Now, the Army is able to fill that void by bringing in its own communications pipelines. Army North relies on vehicles powered by a generator and equipped with a satellite connection, allowing Soldiers to connect with their higher headquarters on both classified and unclassified networks, said Sgt. 1st Class Alberto Hernandez, who is assigned to Army North.

"Once we have established communications through the satellite link, it's just like being back at the office. You have the same capabilities," Hernandez said. "It helps immensely."

The familiar, user-friendly equipment for transmitting voice, video and data means personnel don't confront a "learning gap" in the critical moments, Ferguson said.

"We can be on the air in 10 minutes or better, and that means the difference in saving lives and coordinating with the first responders at every level - whether it's the local, state or federal level," he said. "The most crucial element of any crisis is information, and being able to disseminate that information, to share it with the right people, at the right time."

To track the movement of personnel, equipment and supplies to the area of distress, Army North responders also have access to the Command Post of the Future (CPOF), said Matt Hopper, a telecommunications specialist for Army North G6. The CPOF, a key command and control (C2) software system on the battlefield, can be used for domestic disaster response when it is fed with historical data and mapping software of the affected region, he said.
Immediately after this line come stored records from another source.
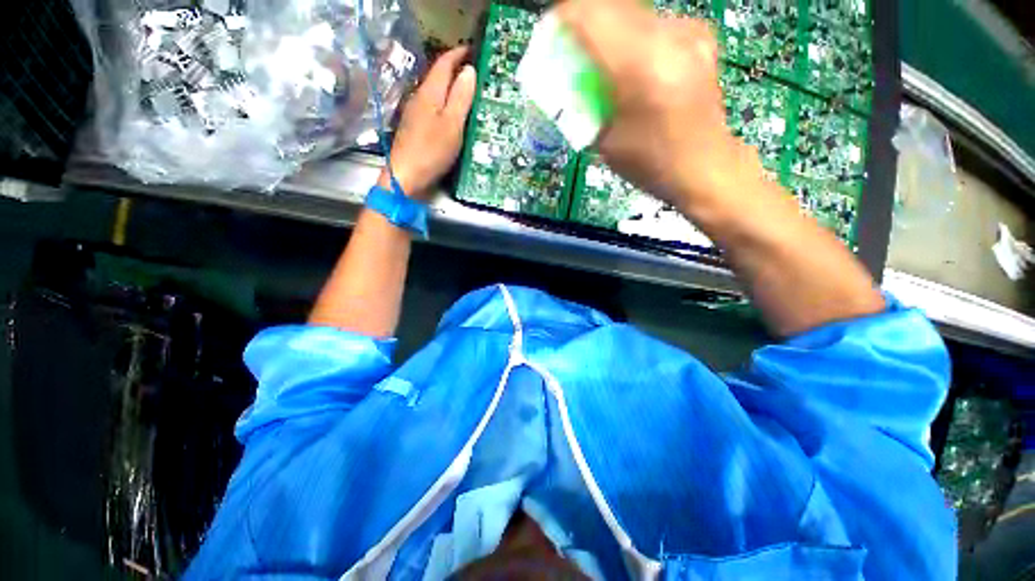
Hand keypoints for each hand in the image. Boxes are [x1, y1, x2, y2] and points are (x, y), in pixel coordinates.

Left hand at [383, 46, 476, 200]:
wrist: (406, 175)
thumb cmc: (432, 150)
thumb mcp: (452, 124)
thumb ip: (460, 97)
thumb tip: (469, 71)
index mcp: (430, 92)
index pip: (444, 63)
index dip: (458, 54)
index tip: (474, 49)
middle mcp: (420, 97)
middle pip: (438, 76)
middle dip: (456, 70)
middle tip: (476, 73)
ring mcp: (416, 113)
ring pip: (436, 92)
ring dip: (451, 88)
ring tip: (469, 92)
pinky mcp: (416, 127)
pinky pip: (434, 107)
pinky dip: (446, 104)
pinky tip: (454, 114)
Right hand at [556, 0, 762, 211]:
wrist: (704, 167)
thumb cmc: (650, 164)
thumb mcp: (605, 141)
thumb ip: (586, 102)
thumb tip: (572, 78)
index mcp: (638, 68)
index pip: (590, 15)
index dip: (564, 17)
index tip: (551, 33)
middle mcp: (666, 38)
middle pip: (611, 6)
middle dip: (585, 23)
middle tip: (574, 52)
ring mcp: (687, 34)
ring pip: (633, 12)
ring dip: (610, 30)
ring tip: (604, 64)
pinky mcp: (699, 37)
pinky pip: (654, 24)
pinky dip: (635, 38)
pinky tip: (636, 66)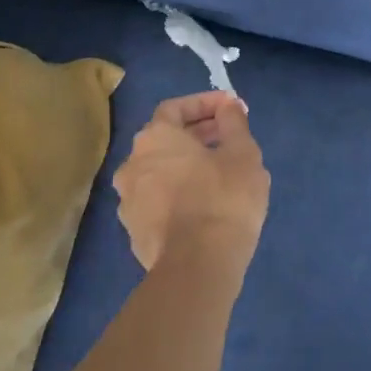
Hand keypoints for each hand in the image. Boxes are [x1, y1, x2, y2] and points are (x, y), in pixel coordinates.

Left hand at [113, 93, 268, 283]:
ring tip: (218, 171)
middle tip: (228, 137)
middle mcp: (132, 164)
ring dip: (185, 165)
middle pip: (164, 139)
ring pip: (159, 171)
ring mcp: (128, 201)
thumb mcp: (242, 153)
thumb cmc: (223, 198)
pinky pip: (158, 200)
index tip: (232, 108)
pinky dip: (178, 193)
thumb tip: (227, 106)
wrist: (197, 266)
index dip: (205, 104)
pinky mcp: (134, 233)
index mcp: (155, 138)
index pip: (175, 108)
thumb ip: (233, 122)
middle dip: (197, 133)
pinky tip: (203, 204)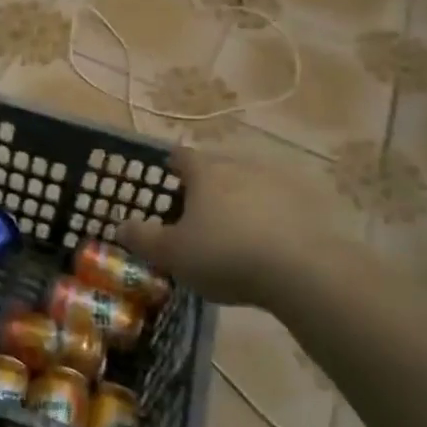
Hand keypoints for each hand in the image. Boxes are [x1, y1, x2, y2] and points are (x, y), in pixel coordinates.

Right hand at [117, 148, 361, 308]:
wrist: (301, 270)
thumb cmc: (225, 255)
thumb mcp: (172, 253)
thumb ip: (144, 238)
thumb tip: (120, 225)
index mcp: (206, 173)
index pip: (182, 157)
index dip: (172, 163)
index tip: (168, 171)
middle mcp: (241, 167)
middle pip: (218, 168)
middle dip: (207, 184)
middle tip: (197, 208)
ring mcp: (277, 184)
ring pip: (250, 185)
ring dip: (240, 200)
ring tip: (233, 228)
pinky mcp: (306, 205)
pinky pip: (278, 206)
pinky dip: (268, 218)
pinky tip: (267, 242)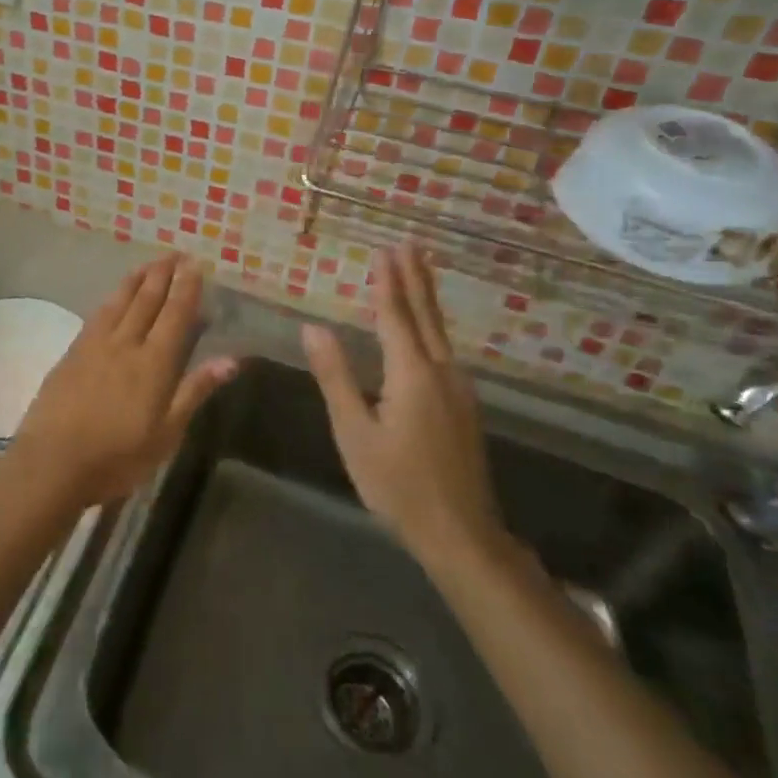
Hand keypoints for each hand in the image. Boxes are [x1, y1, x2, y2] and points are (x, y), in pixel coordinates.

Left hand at [8, 254, 237, 507]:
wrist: (52, 462)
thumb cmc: (117, 456)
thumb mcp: (167, 433)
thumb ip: (195, 390)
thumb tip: (232, 359)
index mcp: (154, 363)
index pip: (175, 315)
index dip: (186, 288)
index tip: (195, 264)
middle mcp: (126, 344)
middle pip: (146, 300)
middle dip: (163, 275)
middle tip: (174, 254)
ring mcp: (95, 345)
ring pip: (119, 302)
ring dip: (136, 280)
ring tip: (148, 264)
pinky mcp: (72, 353)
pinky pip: (97, 315)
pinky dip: (111, 299)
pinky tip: (113, 297)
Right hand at [301, 244, 503, 560]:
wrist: (460, 533)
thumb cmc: (397, 485)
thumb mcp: (354, 432)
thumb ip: (335, 377)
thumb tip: (313, 328)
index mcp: (412, 375)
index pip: (395, 317)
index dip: (386, 283)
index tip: (382, 251)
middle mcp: (441, 372)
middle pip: (426, 315)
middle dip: (414, 278)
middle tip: (408, 244)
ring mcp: (459, 389)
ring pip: (439, 331)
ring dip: (426, 298)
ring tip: (418, 271)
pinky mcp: (464, 406)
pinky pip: (444, 350)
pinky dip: (431, 325)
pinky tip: (426, 328)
"It gives us a snap picture of what's going on during an event," Hopper said. "In theater, the Commander can see where his forces are, where they're moving. If we were moving logistics to provide food, water and shelter to citizens of the United States, we use it to track units that are going in to do search and rescue."

In addition to satellite feeds, both the Army North vehicles and the JISCC come equipped with handheld portable radios that can run on various bands and frequencies, permitting different agencies to talk to one another. That provides simultaneous situational awareness for first responders including police and fire departments, Emergency Medical Technicians, state and local governments, and relief organizations such as the Red Cross, Cellini said.
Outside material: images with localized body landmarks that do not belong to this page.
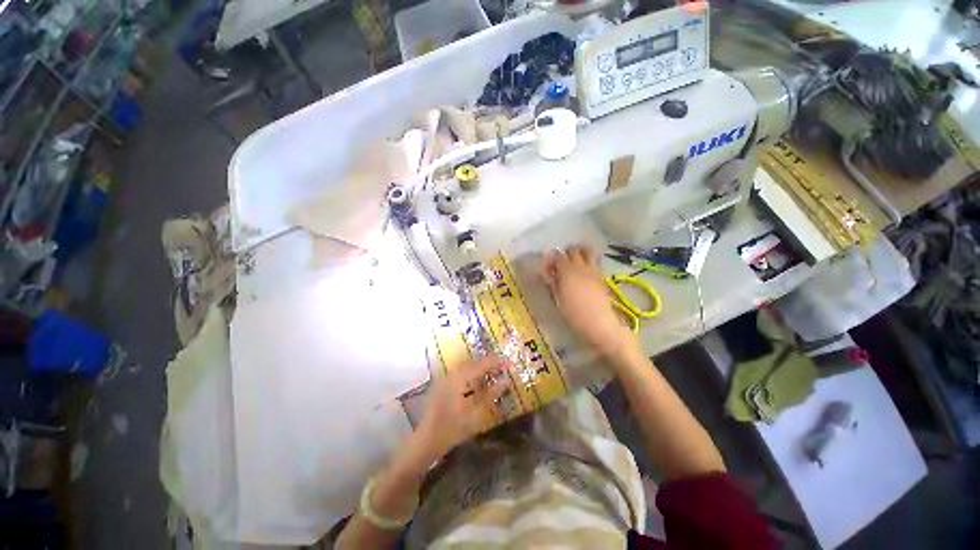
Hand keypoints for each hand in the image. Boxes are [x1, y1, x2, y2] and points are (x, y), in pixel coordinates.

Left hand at [414, 356, 508, 459]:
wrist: (427, 440)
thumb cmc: (453, 428)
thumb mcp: (476, 413)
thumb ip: (491, 395)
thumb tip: (505, 381)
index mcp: (460, 378)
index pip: (482, 364)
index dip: (497, 362)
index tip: (510, 363)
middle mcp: (452, 373)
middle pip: (474, 363)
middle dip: (489, 364)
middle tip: (504, 369)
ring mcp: (446, 378)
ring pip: (467, 367)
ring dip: (481, 368)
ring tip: (494, 373)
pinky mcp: (443, 384)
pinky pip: (461, 372)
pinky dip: (472, 374)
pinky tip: (478, 382)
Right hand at [541, 244, 637, 360]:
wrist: (600, 324)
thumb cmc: (574, 314)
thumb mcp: (558, 299)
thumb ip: (553, 283)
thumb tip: (548, 273)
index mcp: (567, 271)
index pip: (557, 256)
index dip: (551, 259)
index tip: (548, 268)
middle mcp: (581, 266)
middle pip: (573, 249)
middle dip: (565, 253)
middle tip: (560, 264)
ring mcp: (593, 270)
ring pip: (587, 251)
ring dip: (579, 253)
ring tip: (574, 263)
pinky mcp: (601, 276)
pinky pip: (595, 261)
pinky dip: (588, 260)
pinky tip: (584, 272)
"There are no longer these disparate communication nodes he said. "Everyone can talk by doing talk groups. It brings everyone on the same common page."
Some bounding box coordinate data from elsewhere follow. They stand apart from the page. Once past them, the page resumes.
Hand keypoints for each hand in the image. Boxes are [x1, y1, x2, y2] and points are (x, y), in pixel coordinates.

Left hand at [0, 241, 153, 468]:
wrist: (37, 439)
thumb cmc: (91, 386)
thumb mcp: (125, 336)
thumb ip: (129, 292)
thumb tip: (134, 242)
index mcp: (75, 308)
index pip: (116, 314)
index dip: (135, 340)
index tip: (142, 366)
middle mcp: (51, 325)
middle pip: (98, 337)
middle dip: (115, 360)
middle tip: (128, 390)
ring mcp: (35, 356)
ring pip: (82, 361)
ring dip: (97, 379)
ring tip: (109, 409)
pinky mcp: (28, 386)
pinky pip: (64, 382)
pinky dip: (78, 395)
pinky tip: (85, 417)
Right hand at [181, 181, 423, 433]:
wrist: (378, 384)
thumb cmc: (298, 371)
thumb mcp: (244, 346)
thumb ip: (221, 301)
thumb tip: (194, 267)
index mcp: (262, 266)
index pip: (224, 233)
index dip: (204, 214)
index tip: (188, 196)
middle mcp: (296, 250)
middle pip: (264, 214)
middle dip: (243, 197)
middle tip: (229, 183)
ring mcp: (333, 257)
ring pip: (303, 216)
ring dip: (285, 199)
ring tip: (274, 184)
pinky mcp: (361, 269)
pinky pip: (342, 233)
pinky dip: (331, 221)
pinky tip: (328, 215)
The JISCC is 11,000 pounds of communications and support equipment, all transported in an 18-foot trailer and can be set up and operational in less than an hour at an incident site, Cellini said. The PEO C3T Special Projects Office (SPO) supported the delivery of JISCC systems to all 54 U.S. states and territories supported by the National Guard Bureau.

In each state, the system is overseen by the adjutant general, the governor's military adviser, and the state is then responsible for training the local first responders. Because the JISCCs are identical and interoperable, states can rush to one another's aid, and have contractual agreements to do so, Cellini said.

"If a hurricane hits the entire Southeastern coastline, having an agreement between North Carolina and South Carolina does no service if they're both underwater," he said. "So South Carolina has (agreements) with its brothers on its borders, but also has an agreement with maybe Illinois or Wisconsin."

Mobile satellite communications also allow military responders to be prepared for the worst during big events like the presidential inauguration, the Super Bowl and the Indianapolis 500, if the military is required.

For Hopper, the capabilities proved their worth during a series of wildfires that raged across southern California in 2007. The wildfires destroyed more than 2,700 buildings, and more than 500,000 people were evacuated from their homes from an area north of Los Angeles to the Mexican border.

Hopper said responders were able to display a video feed from a search helicopter showing a "wall of fire" raging closer to people's homes.

"We were able to direct local responders to the area to save those folks and get them out of their homes, get them out of harm's way," he said. "Time is the ultimate enemy when it comes to one of these events. Because we were able to do it so rapidly with the equipment that we carry, we were able to get those people saved in a short amount of time."